• _Exercise brief_: Using the data below, gather each line that includes the word "Alte".

Task data below:

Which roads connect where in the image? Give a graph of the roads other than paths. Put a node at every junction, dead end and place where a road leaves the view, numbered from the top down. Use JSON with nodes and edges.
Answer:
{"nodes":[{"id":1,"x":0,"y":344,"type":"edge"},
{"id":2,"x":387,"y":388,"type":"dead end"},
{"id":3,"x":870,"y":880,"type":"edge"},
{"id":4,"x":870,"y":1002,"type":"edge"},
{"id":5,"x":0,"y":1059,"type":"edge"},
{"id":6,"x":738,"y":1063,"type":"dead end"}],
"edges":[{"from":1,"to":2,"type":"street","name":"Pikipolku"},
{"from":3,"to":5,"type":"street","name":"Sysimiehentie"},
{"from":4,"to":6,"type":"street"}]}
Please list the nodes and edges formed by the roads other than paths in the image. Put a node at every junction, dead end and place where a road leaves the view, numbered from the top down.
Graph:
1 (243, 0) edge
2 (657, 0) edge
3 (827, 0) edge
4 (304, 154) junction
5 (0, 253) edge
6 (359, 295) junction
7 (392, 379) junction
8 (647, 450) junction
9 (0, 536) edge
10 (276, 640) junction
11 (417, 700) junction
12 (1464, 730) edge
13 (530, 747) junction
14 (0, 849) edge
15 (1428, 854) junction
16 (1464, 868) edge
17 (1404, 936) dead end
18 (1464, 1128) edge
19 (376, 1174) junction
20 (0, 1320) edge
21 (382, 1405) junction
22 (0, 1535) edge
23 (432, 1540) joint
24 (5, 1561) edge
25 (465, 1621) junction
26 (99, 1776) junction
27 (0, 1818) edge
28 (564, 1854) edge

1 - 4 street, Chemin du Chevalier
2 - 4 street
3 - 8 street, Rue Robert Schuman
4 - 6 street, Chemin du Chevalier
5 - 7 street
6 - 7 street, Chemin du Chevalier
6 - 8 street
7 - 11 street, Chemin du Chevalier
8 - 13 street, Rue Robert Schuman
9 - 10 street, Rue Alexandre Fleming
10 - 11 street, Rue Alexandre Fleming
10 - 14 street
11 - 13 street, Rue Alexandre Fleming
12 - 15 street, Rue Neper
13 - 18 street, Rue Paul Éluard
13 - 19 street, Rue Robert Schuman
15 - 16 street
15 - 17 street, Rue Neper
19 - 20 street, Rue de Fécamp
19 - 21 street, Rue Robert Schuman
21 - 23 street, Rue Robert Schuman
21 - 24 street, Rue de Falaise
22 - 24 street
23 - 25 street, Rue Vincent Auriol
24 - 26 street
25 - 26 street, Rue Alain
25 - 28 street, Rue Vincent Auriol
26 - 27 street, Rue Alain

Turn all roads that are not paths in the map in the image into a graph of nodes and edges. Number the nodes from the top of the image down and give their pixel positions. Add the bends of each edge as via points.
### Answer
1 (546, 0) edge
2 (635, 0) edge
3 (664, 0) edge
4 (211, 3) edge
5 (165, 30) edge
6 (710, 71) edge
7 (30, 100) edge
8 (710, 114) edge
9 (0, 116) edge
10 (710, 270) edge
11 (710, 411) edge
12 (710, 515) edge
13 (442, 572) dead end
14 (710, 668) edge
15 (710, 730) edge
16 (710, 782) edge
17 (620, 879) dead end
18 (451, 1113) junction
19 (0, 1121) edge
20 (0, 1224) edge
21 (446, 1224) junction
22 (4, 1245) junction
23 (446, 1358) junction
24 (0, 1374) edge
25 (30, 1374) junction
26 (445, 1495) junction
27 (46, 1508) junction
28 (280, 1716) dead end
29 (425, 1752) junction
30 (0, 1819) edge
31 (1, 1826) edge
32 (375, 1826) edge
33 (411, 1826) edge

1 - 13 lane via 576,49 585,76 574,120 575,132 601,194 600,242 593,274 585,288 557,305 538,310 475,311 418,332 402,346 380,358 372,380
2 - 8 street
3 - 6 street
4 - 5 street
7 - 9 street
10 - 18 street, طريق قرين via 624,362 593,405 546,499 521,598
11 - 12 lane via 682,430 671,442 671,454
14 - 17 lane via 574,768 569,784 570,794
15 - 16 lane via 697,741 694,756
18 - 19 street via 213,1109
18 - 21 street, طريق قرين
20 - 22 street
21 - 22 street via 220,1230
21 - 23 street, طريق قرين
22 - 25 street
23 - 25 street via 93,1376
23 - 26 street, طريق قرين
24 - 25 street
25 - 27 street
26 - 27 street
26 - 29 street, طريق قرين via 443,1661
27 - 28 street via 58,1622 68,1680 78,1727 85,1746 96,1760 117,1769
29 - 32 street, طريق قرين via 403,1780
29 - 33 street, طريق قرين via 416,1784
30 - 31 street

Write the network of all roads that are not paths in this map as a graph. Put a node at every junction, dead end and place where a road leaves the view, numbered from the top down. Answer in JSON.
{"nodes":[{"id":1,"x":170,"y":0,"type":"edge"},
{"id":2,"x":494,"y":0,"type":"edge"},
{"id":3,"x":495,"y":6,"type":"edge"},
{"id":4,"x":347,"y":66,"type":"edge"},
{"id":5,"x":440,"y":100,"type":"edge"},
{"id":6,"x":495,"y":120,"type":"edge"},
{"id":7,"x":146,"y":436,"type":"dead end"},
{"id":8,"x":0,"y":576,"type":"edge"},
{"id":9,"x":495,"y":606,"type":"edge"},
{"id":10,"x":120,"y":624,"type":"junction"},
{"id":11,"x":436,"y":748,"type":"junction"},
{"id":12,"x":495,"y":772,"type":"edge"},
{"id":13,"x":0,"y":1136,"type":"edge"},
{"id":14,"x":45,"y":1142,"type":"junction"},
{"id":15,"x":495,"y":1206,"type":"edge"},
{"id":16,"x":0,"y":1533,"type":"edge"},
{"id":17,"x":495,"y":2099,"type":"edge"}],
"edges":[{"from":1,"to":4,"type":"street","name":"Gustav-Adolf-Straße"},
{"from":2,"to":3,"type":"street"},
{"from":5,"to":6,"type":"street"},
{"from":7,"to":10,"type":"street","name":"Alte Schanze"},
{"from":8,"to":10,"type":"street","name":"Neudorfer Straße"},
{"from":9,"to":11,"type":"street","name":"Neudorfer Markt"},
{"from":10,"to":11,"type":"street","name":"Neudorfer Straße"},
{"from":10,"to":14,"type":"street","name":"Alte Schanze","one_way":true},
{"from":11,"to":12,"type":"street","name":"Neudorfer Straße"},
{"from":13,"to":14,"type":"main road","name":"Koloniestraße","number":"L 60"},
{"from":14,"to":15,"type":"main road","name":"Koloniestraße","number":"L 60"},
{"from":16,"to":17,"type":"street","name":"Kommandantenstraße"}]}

End of Task data.

• _Answer space_:
{"from":7,"to":10,"type":"street","name":"Alte Schanze"},
{"from":10,"to":14,"type":"street","name":"Alte Schanze","one_way":true},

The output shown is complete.